▸ **Directions**:
Repeat all entries word for word; skip images.

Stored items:
• • •
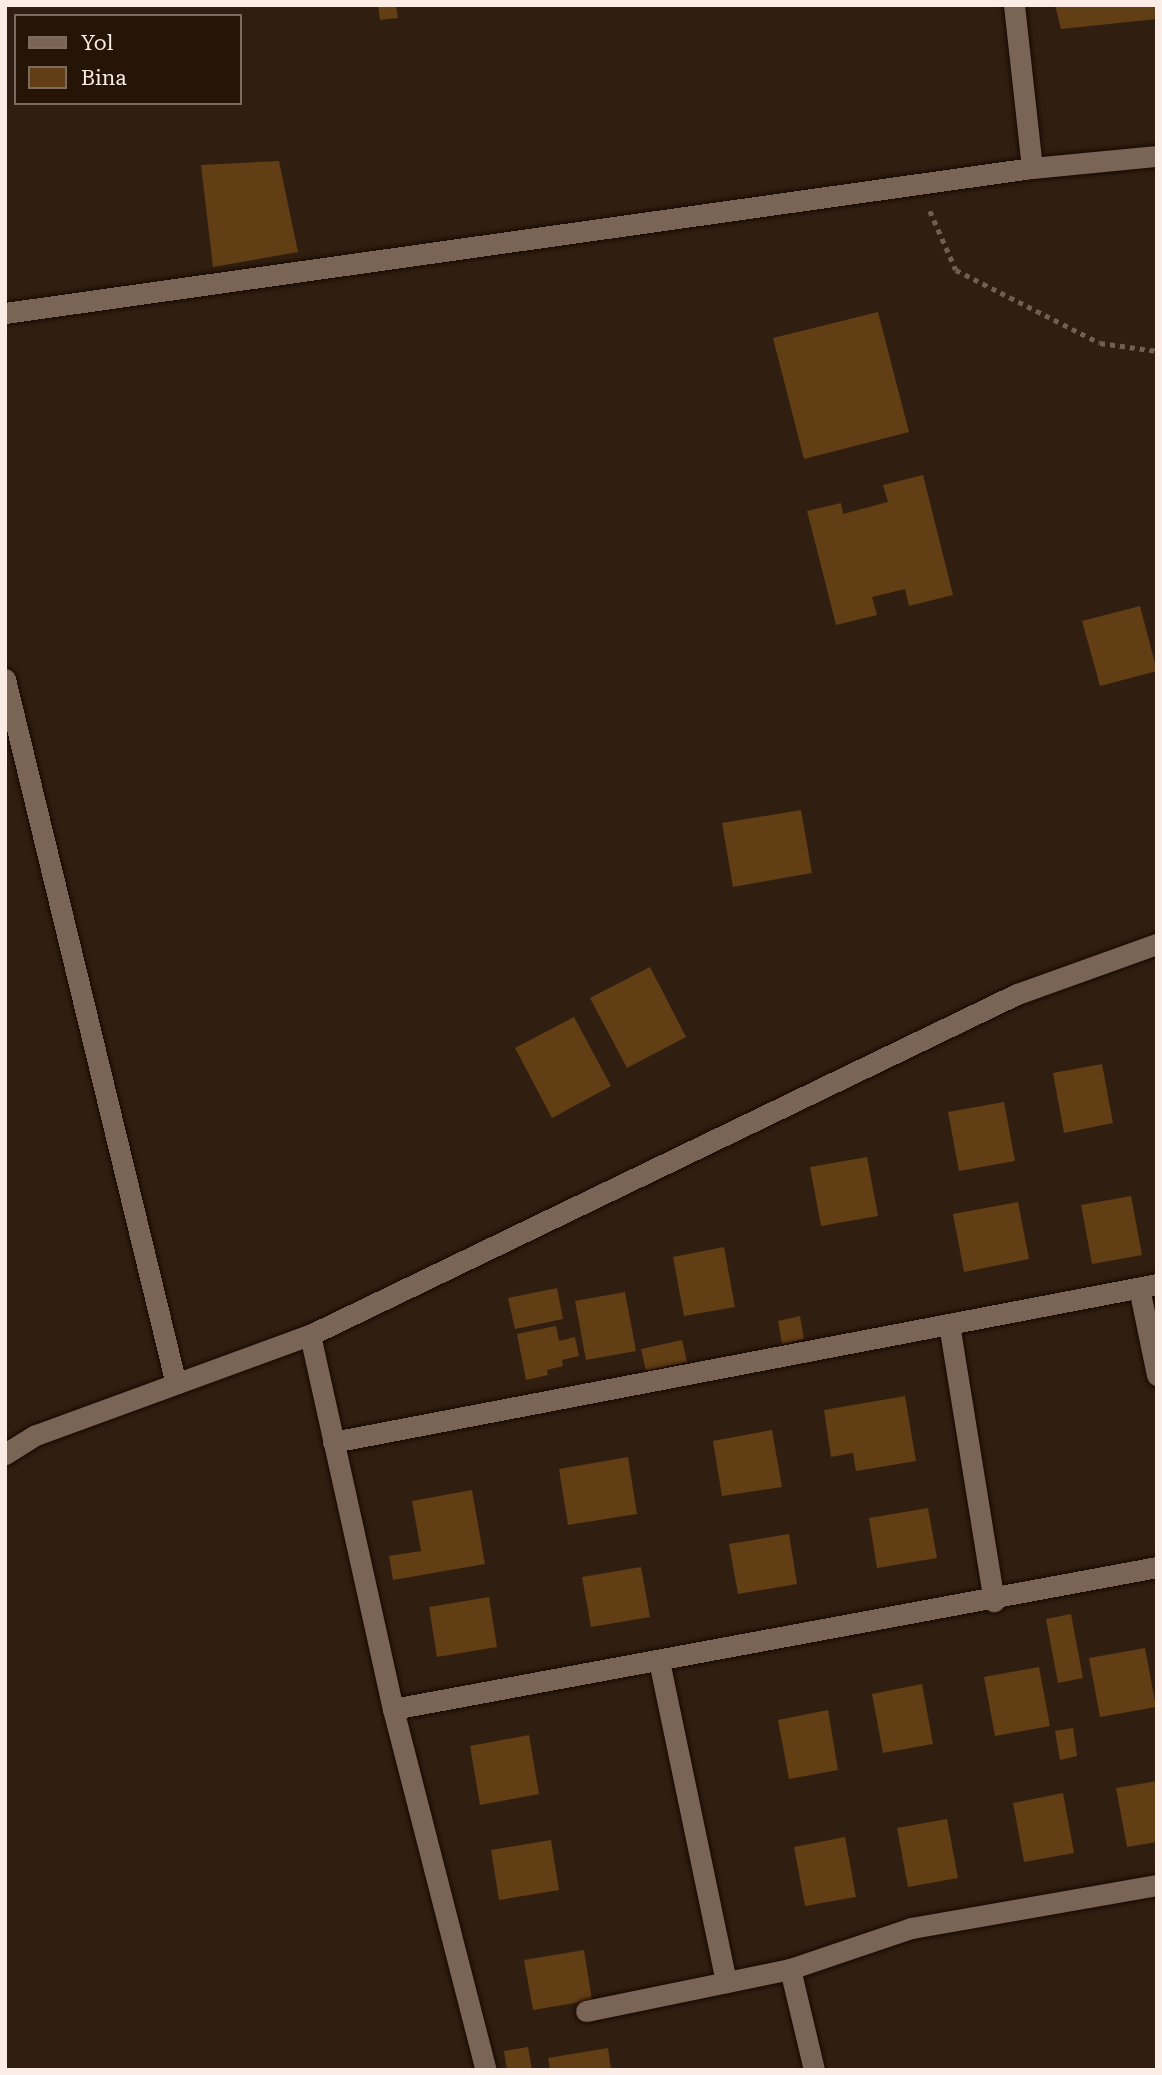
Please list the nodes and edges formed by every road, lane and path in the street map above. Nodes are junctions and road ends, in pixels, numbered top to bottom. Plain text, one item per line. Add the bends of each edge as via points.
1 (1014, 5) edge
2 (1157, 156) edge
3 (1032, 168) junction
4 (919, 184) junction
5 (5, 313) edge
6 (1157, 351) edge
7 (5, 679) edge
8 (1157, 944) edge
9 (1148, 1286) edge
10 (949, 1324) junction
11 (310, 1335) junction
12 (1157, 1375) edge
13 (176, 1384) junction
14 (333, 1442) junction
15 (5, 1454) edge
16 (1157, 1567) edge
17 (994, 1601) junction
18 (659, 1661) junction
19 (393, 1709) junction
20 (1157, 1885) edge
21 (790, 1969) junction
22 (726, 1982) junction
23 (586, 2011) dead end
24 (486, 2070) edge
25 (814, 2070) edge

1 - 3 street
2 - 3 street
3 - 4 street
4 - 5 street
4 - 6 path via 956,270 1100,343
7 - 13 street
8 - 11 street via 1017,994
9 - 10 street
9 - 12 street
10 - 14 street
10 - 17 street
11 - 13 street
11 - 14 street
13 - 15 street via 37,1435
14 - 19 street
16 - 17 street
17 - 18 street
18 - 19 street
18 - 22 street
19 - 24 street
20 - 21 street via 911,1928
21 - 22 street
21 - 25 street
22 - 23 street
• • •
▸ **Response to this task**:
Please list the nodes and edges formed by every road, lane and path in the street map above. Nodes are junctions and road ends, in pixels, numbered top to bottom. Plain text, one item per line. Add the bends of each edge as via points.
1 (1014, 5) edge
2 (1157, 156) edge
3 (1032, 168) junction
4 (919, 184) junction
5 (5, 313) edge
6 (1157, 351) edge
7 (5, 679) edge
8 (1157, 944) edge
9 (1148, 1286) edge
10 (949, 1324) junction
11 (310, 1335) junction
12 (1157, 1375) edge
13 (176, 1384) junction
14 (333, 1442) junction
15 (5, 1454) edge
16 (1157, 1567) edge
17 (994, 1601) junction
18 (659, 1661) junction
19 (393, 1709) junction
20 (1157, 1885) edge
21 (790, 1969) junction
22 (726, 1982) junction
23 (586, 2011) dead end
24 (486, 2070) edge
25 (814, 2070) edge

1 - 3 street
2 - 3 street
3 - 4 street
4 - 5 street
4 - 6 path via 956,270 1100,343
7 - 13 street
8 - 11 street via 1017,994
9 - 10 street
9 - 12 street
10 - 14 street
10 - 17 street
11 - 13 street
11 - 14 street
13 - 15 street via 37,1435
14 - 19 street
16 - 17 street
17 - 18 street
18 - 19 street
18 - 22 street
19 - 24 street
20 - 21 street via 911,1928
21 - 22 street
21 - 25 street
22 - 23 street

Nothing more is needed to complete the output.